Gundhalinu peered at the changed image; his frown came back, half doubt, half concentration. “Interesting …”He shook his head again. “But the structural codes become too varied if you carry that to its logical end—” He reached out to the display.
“No, no—” Reede said impatiently, brushing his hand aside. “You’re making it too complicated. This isn’t life, it’s art—the underlying structure is much simpler than that. There has to be some universality, something beautiful in its simplicity, at the very core. Something like this—” He changed the display again, watching Gundhalinu’s face almost hungrily for traces of comprehension.
Gundhalinu stared at the image, and slowly became perfectly still. Reede realized after a moment that he had even stopped breathing. “Father of all my grandfathers,” Gundhalinu whispered at last. “I don’t believe it. Gods—this is true.

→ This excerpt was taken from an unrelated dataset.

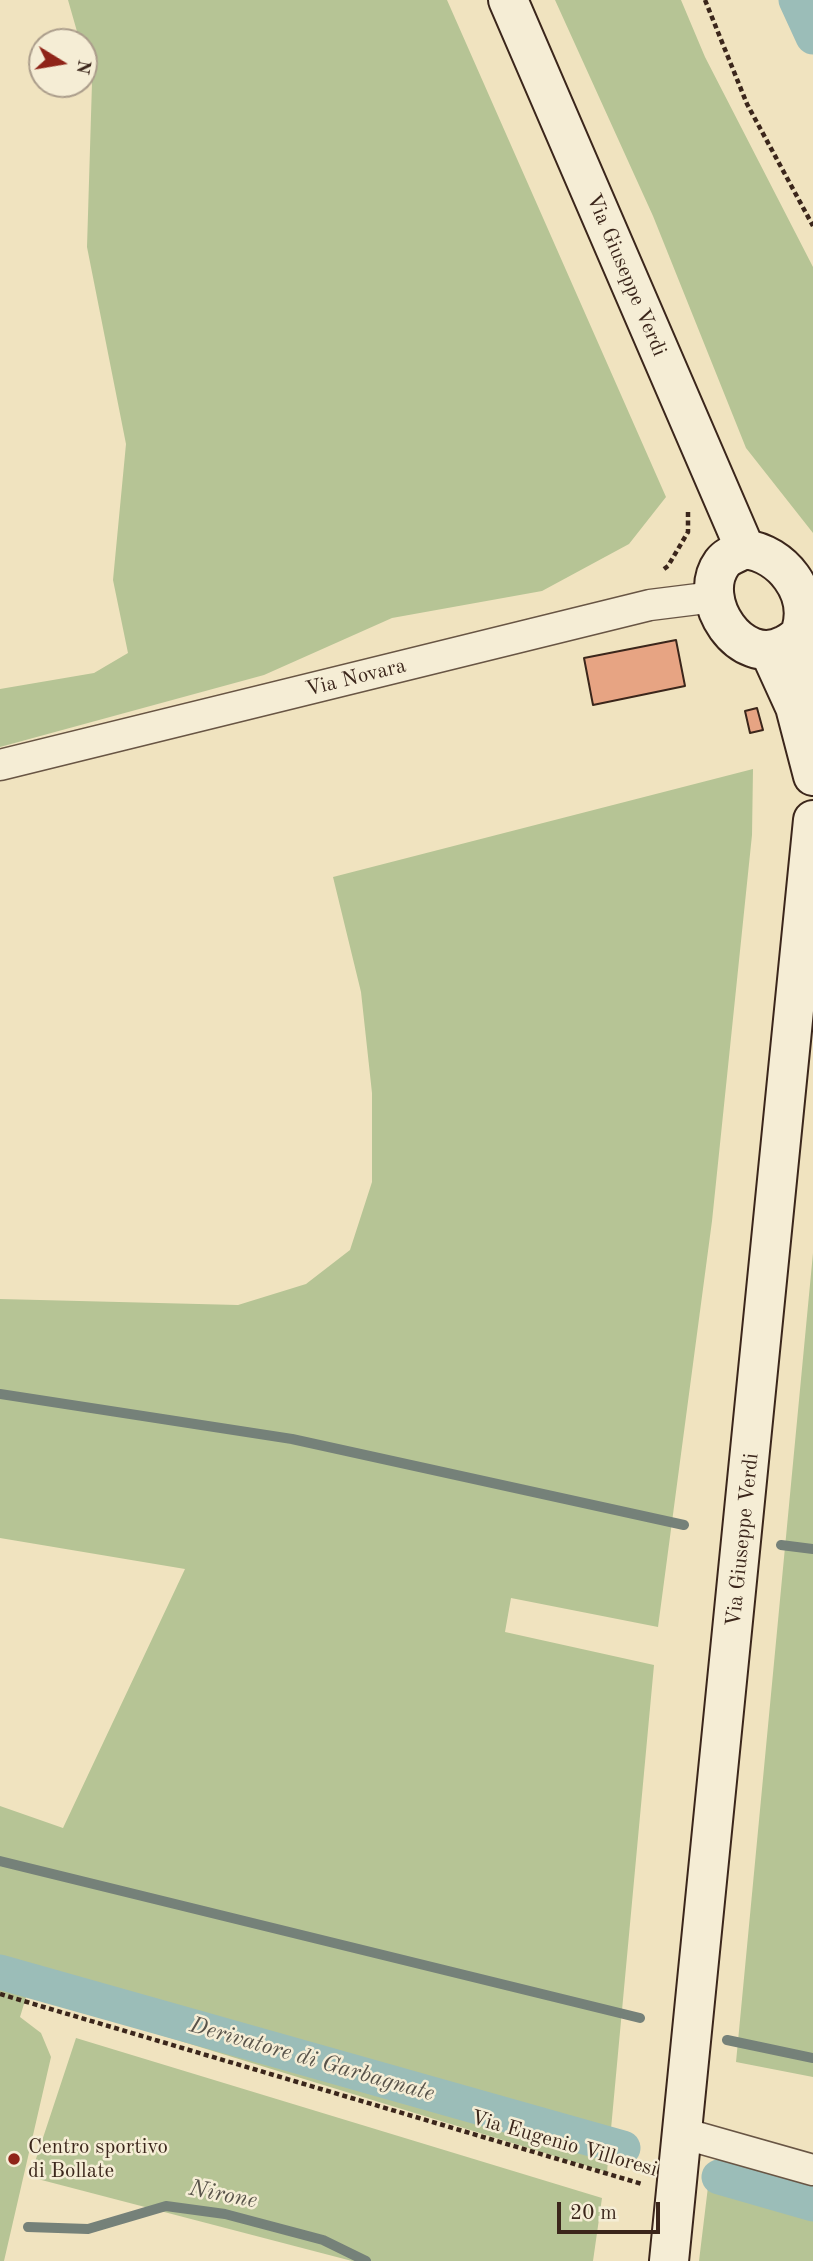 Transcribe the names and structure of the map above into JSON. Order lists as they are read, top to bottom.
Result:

It is beautiful … more than beautiful, it’s goddamned brilliant.” He laughed, shook his head, looking like a man who was ready to cry as he glanced up again “Kullervo, I told you if you gave me a key that worked, you could name your own reward. Name it.”
“All I want,” Reede said, “is to do what I came here to do—solve this problem, as rapidly as possible. And to work with the man who discovered stardrive plasma in World’s End.”
“That should be no problem.” Gundhalinu said softly, with a selfconscious smile touching his mouth. “No problem at all.”